***** DATA FOR PROCESSING
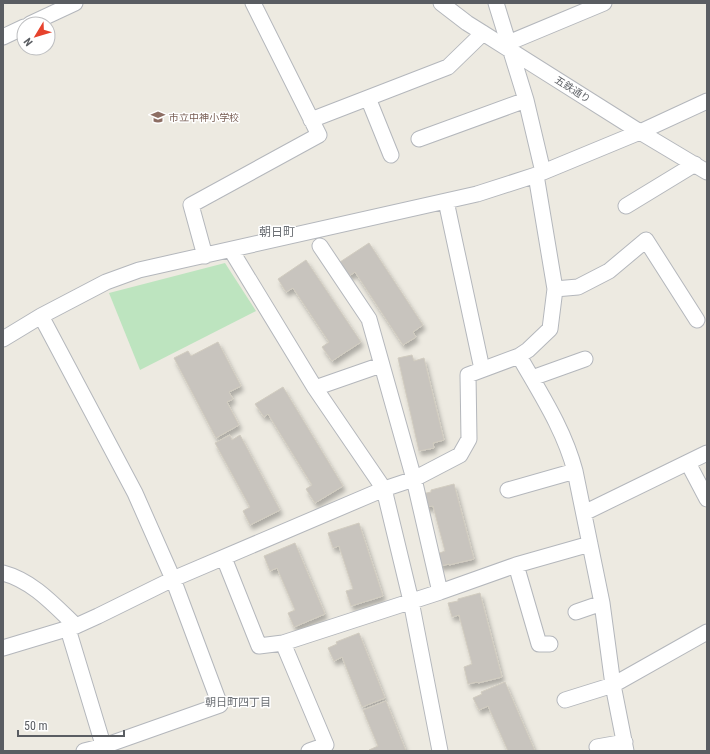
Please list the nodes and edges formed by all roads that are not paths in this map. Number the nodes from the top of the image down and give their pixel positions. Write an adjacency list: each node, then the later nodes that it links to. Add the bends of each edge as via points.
1 (75, 3): 6 (street)
2 (253, 3): 14 (street)
3 (441, 3): 8 (street, 五鉄通り)
4 (496, 3): 10 (street)
5 (604, 3): 10 (street)
6 (47, 16)
7 (16, 31): 9 (street)
8 (483, 33): 10 (street, 五鉄通り); 11 (street, via 448,67)
9 (3, 37)
10 (509, 46): 12 (street); 15 (street, 五鉄通り)
11 (368, 98): 14 (street); 17 (street)
12 (526, 100): 16 (street); 19 (street)
13 (707, 101): 15 (street)
14 (311, 120): 24 (street, via 319,135 191,205)
15 (640, 132): 18 (street, 五鉄通り); 19 (street)
16 (419, 139)
17 (391, 155)
18 (701, 168): 21 (street)
19 (540, 174): 20 (street); 25 (street)
20 (446, 201): 23 (street); 32 (street)
21 (626, 206)
22 (320, 246): 31 (street, via 369,319)
23 (231, 250): 24 (street); 34 (street)
24 (205, 256): 26 (street, via 138,270 106,282)
25 (555, 289): 27 (street, via 578,287 610,272 646,240); 29 (street, via 550,329)
26 (42, 316): 28 (street); 47 (street, via 135,493)
27 (697, 320)
28 (4, 336)
29 (519, 356): 32 (street); 33 (street)
30 (585, 359): 33 (street)
31 (381, 365): 34 (street); 38 (street)
32 (482, 369): 38 (street, via 468,375 469,439 460,455)
33 (532, 378): 37 (street, via 559,429)
34 (315, 388): 39 (street)
35 (707, 453): 36 (street)
36 (688, 463): 41 (street); 42 (street)
37 (575, 471): 40 (street); 42 (street)
38 (414, 478): 39 (street); 48 (street)
39 (384, 489): 44 (street); 49 (street)
40 (508, 490)
41 (707, 499)
42 (584, 514): 43 (street)
43 (590, 544): 45 (street); 50 (street)
44 (224, 558): 47 (street); 54 (street, via 259,646)
45 (516, 565): 48 (street); 55 (street, via 539,644)
46 (3, 573): 52 (street, via 31,585)
47 (173, 579): 52 (street); 61 (street, via 220,706)
48 (440, 592): 49 (street)
49 (411, 601): 54 (street); 64 (street)
50 (602, 603): 51 (street); 57 (street)
51 (576, 612)
52 (72, 627): 56 (street); 61 (street)
53 (707, 632): 57 (street)
54 (284, 643): 63 (street, via 326,745)
55 (550, 644)
56 (3, 648)
57 (613, 686): 58 (street); 60 (street)
58 (565, 700)
59 (597, 747): 60 (street)
60 (626, 747)
61 (104, 749): 62 (street)
62 (84, 751)
63 (309, 751)
64 (440, 751)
**********
**WORK INSTRUCTION:** An answer is complete only when it holds every line above containing the string "五鉄通り".

**RESULT FOR THIS EXERCISE:**
3 (441, 3): 8 (street, 五鉄通り)
8 (483, 33): 10 (street, 五鉄通り); 11 (street, via 448,67)
10 (509, 46): 12 (street); 15 (street, 五鉄通り)
15 (640, 132): 18 (street, 五鉄通り); 19 (street)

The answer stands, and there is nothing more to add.